With Rippling, you can efficiently compensate contractors worldwide. Here's a breakdown of Rippling's global payroll system:
Step #4: Ensure your Bulgarian contractor has the right tax information
Foreign employers aren't obligated to handle income tax withholdings and payments for contractors in Bulgaria; it's the contractors' responsibility to manage their own taxes and social security contributions.
If your contractor operates as a sole trader, they must pay a fixed 15% rate on their business profits annually, regardless of their earnings. However, if they've registered as a freelancer, their tax rate will vary based on their profession.

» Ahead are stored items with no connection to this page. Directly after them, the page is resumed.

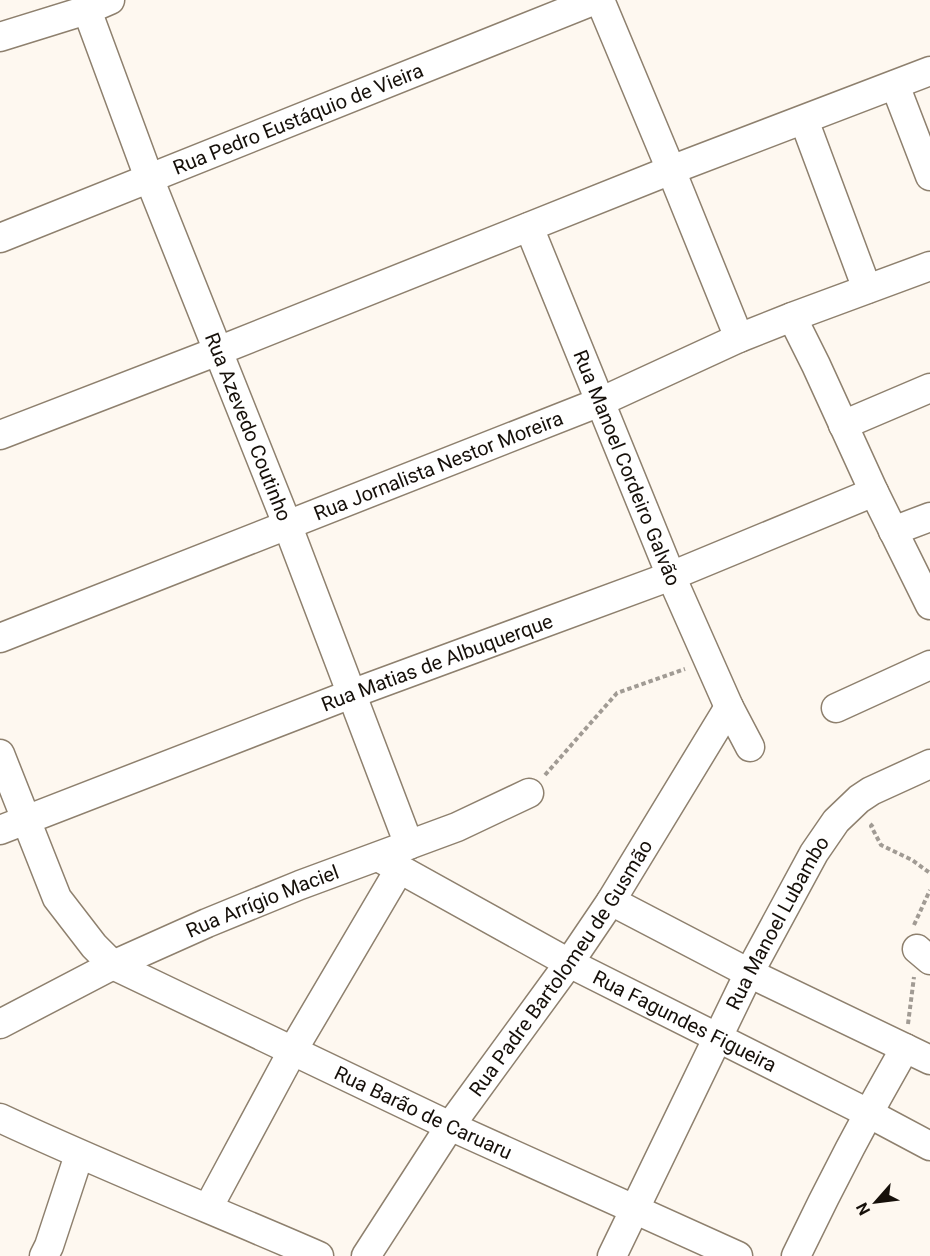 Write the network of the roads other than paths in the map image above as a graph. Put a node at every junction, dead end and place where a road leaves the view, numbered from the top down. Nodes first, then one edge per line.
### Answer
1 (598, 0) edge
2 (99, 5) edge
3 (0, 37) edge
4 (930, 71) edge
5 (895, 85) junction
6 (804, 120) junction
7 (671, 170) junction
8 (930, 176) edge
9 (149, 178) junction
10 (529, 227) junction
11 (0, 238) edge
12 (930, 266) edge
13 (867, 289) junction
14 (792, 317) junction
15 (739, 338) junction
16 (218, 351) junction
17 (930, 388) edge
18 (600, 402) junction
19 (843, 425) junction
20 (0, 435) edge
21 (874, 492) junction
22 (930, 517) edge
23 (287, 524) junction
24 (893, 531) junction
25 (671, 576) junction
26 (930, 605) edge
27 (0, 638) edge
28 (930, 665) edge
29 (351, 694) junction
30 (729, 707) junction
31 (836, 708) dead end
32 (750, 747) dead end
33 (0, 754) edge
34 (930, 764) edge
35 (529, 793) road end
36 (12, 825) edge
37 (395, 857) junction
38 (611, 901) junction
39 (569, 963) junction
40 (113, 964) junction
41 (749, 972) junction
42 (0, 1024) edge
43 (718, 1038) junction
44 (293, 1050) junction
45 (917, 1054) edge
46 (868, 1113) junction
47 (0, 1118) edge
48 (450, 1126) junction
49 (930, 1146) edge
50 (79, 1155) junction
51 (208, 1208) junction
52 (634, 1208) junction
53 (44, 1256) edge
54 (319, 1256) edge
55 (366, 1256) edge
56 (612, 1256) edge
57 (738, 1256) edge
58 (796, 1256) edge

1 - 7 street
1 - 9 street, Rua Pedro Eustáquio de Vieira
2 - 3 street
2 - 9 street, Rua Azevedo Coutinho
4 - 5 street
5 - 6 street
5 - 8 street
6 - 7 street
6 - 13 street
7 - 10 street
7 - 15 street
9 - 11 street, Rua Pedro Eustáquio de Vieira
9 - 16 street, Rua Azevedo Coutinho
10 - 16 street
10 - 18 street, Rua Manoel Cordeiro Galvão
12 - 13 street, Rua Jornalista Nestor Moreira
13 - 14 street, Rua Jornalista Nestor Moreira
14 - 15 street, Rua Jornalista Nestor Moreira
14 - 19 street
15 - 18 street, Rua Jornalista Nestor Moreira
16 - 20 street
16 - 23 street, Rua Azevedo Coutinho
17 - 19 street
18 - 23 street, Rua Jornalista Nestor Moreira
18 - 25 street, Rua Manoel Cordeiro Galvão
19 - 21 street
21 - 24 street
21 - 25 street, Rua Matias de Albuquerque
22 - 24 street
23 - 27 street, Rua Jornalista Nestor Moreira
23 - 29 street, Rua Azevedo Coutinho
24 - 26 street
25 - 29 street, Rua Matias de Albuquerque
25 - 30 street, Rua Manoel Cordeiro Galvão
28 - 31 street
29 - 36 street, Rua Matias de Albuquerque
29 - 37 street, Rua Azevedo Coutinho
30 - 32 street, Rua Manoel Cordeiro Galvão
30 - 38 street, Rua Padre Bartolomeu de Gusmão
33 - 36 street, Rua Barão de Caruaru
34 - 41 street, Rua Manoel Lubambo
35 - 37 street, Rua Arrígio Maciel
36 - 40 street, Rua Barão de Caruaru
37 - 39 street, Rua Fagundes Figueira
37 - 40 street, Rua Arrígio Maciel
37 - 44 street
38 - 39 street, Rua Padre Bartolomeu de Gusmão
38 - 41 street
39 - 43 street, Rua Fagundes Figueira
39 - 48 street, Rua Padre Bartolomeu de Gusmão
40 - 42 street, Rua Arrígio Maciel
40 - 44 street, Rua Barão de Caruaru
41 - 43 street, Rua Manoel Lubambo
41 - 45 street
43 - 46 street, Rua Fagundes Figueira
43 - 52 street, Rua Manoel Lubambo
44 - 48 street, Rua Barão de Caruaru
44 - 51 street
45 - 46 street
46 - 49 street, Rua Fagundes Figueira
46 - 58 street
47 - 50 street
48 - 52 street, Rua Barão de Caruaru
48 - 55 street, Rua Padre Bartolomeu de Gusmão
50 - 51 street
50 - 53 street
51 - 54 street
52 - 56 street, Rua Manoel Lubambo
52 - 57 street, Rua Barão de Caruaru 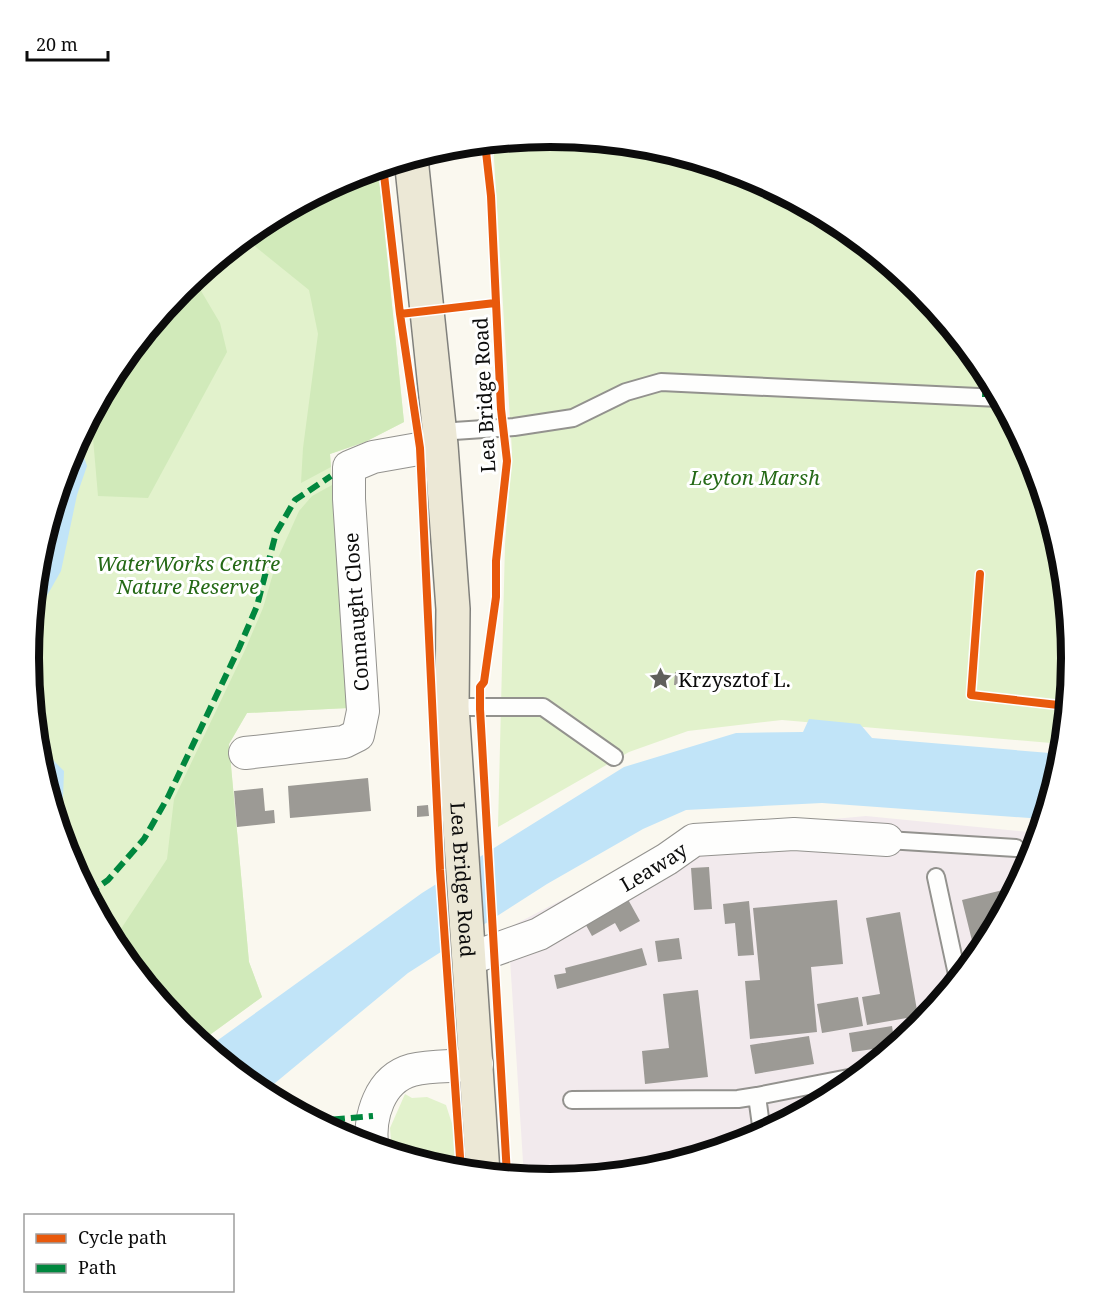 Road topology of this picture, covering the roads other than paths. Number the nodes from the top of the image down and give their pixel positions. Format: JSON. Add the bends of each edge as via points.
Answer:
{"nodes":[{"id":1,"x":412,"y":166,"type":"edge"},
{"id":2,"x":990,"y":398,"type":"edge"},
{"id":3,"x":440,"y":439,"type":"junction"},
{"id":4,"x":452,"y":707,"type":"junction"},
{"id":5,"x":244,"y":753,"type":"dead end"},
{"id":6,"x":614,"y":757,"type":"dead end"},
{"id":7,"x":887,"y":840,"type":"joint"},
{"id":8,"x":1017,"y":848,"type":"dead end"},
{"id":9,"x":936,"y":877,"type":"dead end"},
{"id":10,"x":468,"y":949,"type":"junction"},
{"id":11,"x":956,"y":968,"type":"edge"},
{"id":12,"x":477,"y":1064,"type":"junction"},
{"id":13,"x":838,"y":1080,"type":"edge"},
{"id":14,"x":757,"y":1096,"type":"junction"},
{"id":15,"x":572,"y":1101,"type":"dead end"},
{"id":16,"x":761,"y":1123,"type":"edge"},
{"id":17,"x":372,"y":1137,"type":"edge"},
{"id":18,"x":483,"y":1165,"type":"edge"}],
"edges":[{"from":1,"to":3,"type":"main road","name":"Lea Bridge Road"},
{"from":2,"to":3,"type":"lane","via":[[661,382],[626,392],[573,418]]},
{"from":3,"to":4,"type":"main road","name":"Lea Bridge Road","via":[[453,609]]},
{"from":3,"to":5,"type":"street","name":"Connaught Close","via":[[340,471],[349,499],[363,711],[360,731],[344,742]]},
{"from":4,"to":6,"type":"lane","via":[[543,707]]},
{"from":4,"to":10,"type":"main road","name":"Lea Bridge Road"},
{"from":7,"to":8,"type":"lane"},
{"from":7,"to":10,"type":"street","name":"Leaway","via":[[794,834],[694,840],[539,934]]},
{"from":9,"to":11,"type":"lane"},
{"from":10,"to":12,"type":"main road","name":"Lea Bridge Road"},
{"from":12,"to":17,"type":"street","via":[[411,1070],[395,1079],[377,1102]]},
{"from":12,"to":18,"type":"main road","name":"Lea Bridge Road"},
{"from":13,"to":14,"type":"lane"},
{"from":14,"to":15,"type":"lane"},
{"from":14,"to":16,"type":"lane"}]} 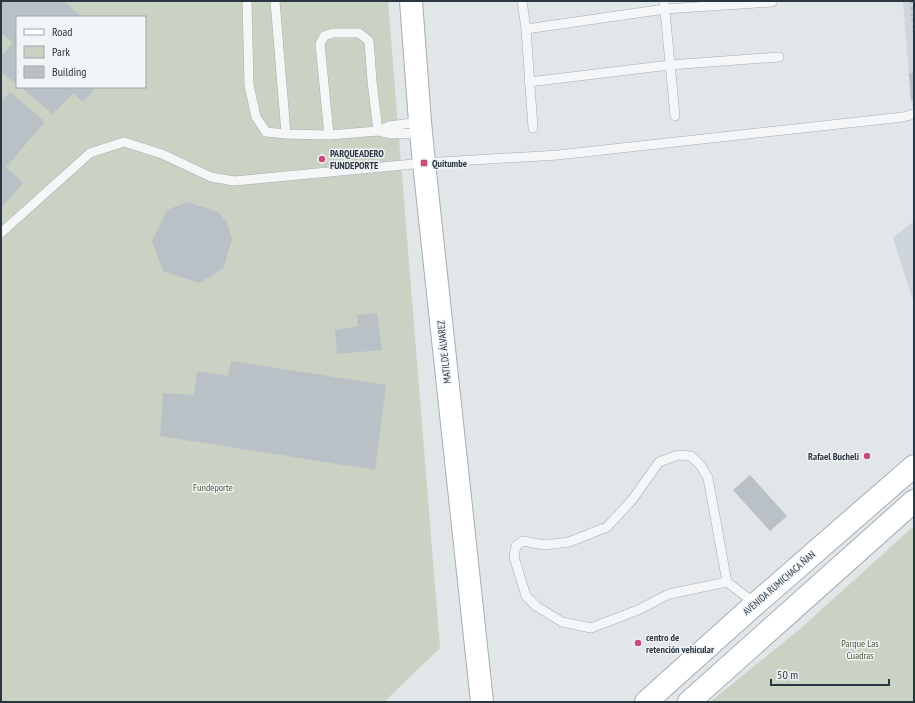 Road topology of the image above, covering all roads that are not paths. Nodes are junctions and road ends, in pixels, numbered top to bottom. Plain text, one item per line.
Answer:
1 (247, 1) edge
2 (275, 1) edge
3 (411, 1) edge
4 (522, 1) edge
5 (772, 2) dead end
6 (664, 5) edge
7 (526, 29) junction
8 (779, 57) dead end
9 (670, 64) junction
10 (529, 82) junction
11 (914, 114) edge
12 (675, 116) dead end
13 (421, 127) junction
14 (533, 128) dead end
15 (378, 130) junction
16 (286, 134) junction
17 (329, 135) junction
18 (424, 163) junction
19 (1, 233) edge
20 (914, 466) edge
21 (914, 501) edge
22 (727, 582) junction
23 (756, 604) junction
24 (776, 624) junction
25 (482, 702) edge
26 (646, 702) edge
27 (688, 702) edge

1 - 16 lane
2 - 16 lane
3 - 13 street, MATILDE ÁLVAREZ
4 - 7 lane
5 - 6 lane
6 - 7 lane
6 - 9 lane
7 - 10 lane
8 - 9 lane
9 - 10 lane
9 - 12 lane
10 - 14 lane
11 - 18 lane
13 - 15 lane
13 - 18 street, MATILDE ÁLVAREZ
15 - 17 lane
15 - 17 lane
16 - 17 lane
18 - 19 lane
18 - 25 street, MATILDE ÁLVAREZ
20 - 23 street, AVENIDA RUMICHACA ÑAN
21 - 24 street
22 - 22 lane
22 - 23 lane
23 - 24 street
23 - 26 street, AVENIDA RUMICHACA ÑAN
24 - 27 street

Self-employed people in Bulgaria are also required to submit their income tax returns by the specified deadline to avoid a fine, which can amount to at least BGN 500 (approximately $280).
Furthermore, both sole traders and freelancers in the Republic of Bulgaria must fulfill compulsory social insurance contributions. A breakdown of these contributions can be found on the NRA website.
Frequently asked questions about running payroll for contractors in Bulgaria
Do you need to withhold taxes when paying contractors in Bulgaria?
No. As a foreign employer, you don't have to withhold taxes when paying contractors according to Bulgarian law.
Does the Bulgarian minimum wage apply to independent contractors in Bulgaria?
The current minimum wage in Bulgaria is BGN 780 per month. However, the minimum wage laws don't apply to independent contractors in the country.
Do Bulgarian contractors get benefits?
No. Bulgarian contractors are generally not entitled to the same benefits as employees, including paid leave, annual leave, and sick days.
Can you pay contractors in Bulgaria in your home currency?
Ideally, you should compensate international contractors using their native currency. In the case of Bulgaria, the local currency is the Bulgarian lev (BGN). Nevertheless, if contractors provide written consent, you can pay them in a different currency.
Can you manually pay contractors in Bulgaria?
Yes. While attempting to cut costs, small business owners might manually handle contractor payments. However, as your business expands and you collaborate with multiple contractors from different countries, this can become taxing. Moreover, manual payroll processing entails certain risks:
- Compliance: Manual processing leaves room for human errors and oversights that could breach local regulations. A platform like Rippling automatically ensures compliance with applicable labor laws, regardless of your contractors' locations.
- Security: Using spreadsheets or paper records for manual processing poses security and privacy risks, potentially resulting in the loss, theft, or mishandling of sensitive employee data.
Rippling seamlessly integrates your business's HR data with payroll, eliminating the need for manual data input. This streamlined system guarantees prompt and compliant payments to employees and contractors across the globe, all in a single pay cycle.
How do you turn a contractor into an employee in Bulgaria?
Once you've collaborated with a Bulgarian contractor for some time, you might decide to elevate their role and bring them on board as a full-time employee. However, onboarding them can present logistical and compliance challenges, given the complex nature of Bulgarian labor regulations.
Rather than working out a new employment contract or hiring a Bulgarian employment law specialist to navigate this transition, consider using an Employer of Record (EOR) like Rippling to streamline the process. Rippling helps you convert contractors into full-time employees with legally sound paperwork, benefits management, payroll, and more.
Rippling and its affiliates do not provide tax, legal, or accounting advice. This material has been prepared for informational purposes only, and is not intended to provide, and should not be relied on for, tax, legal, or accounting advice. You should consult your own tax, legal, and accounting advisors before engaging in any related activities or transactions.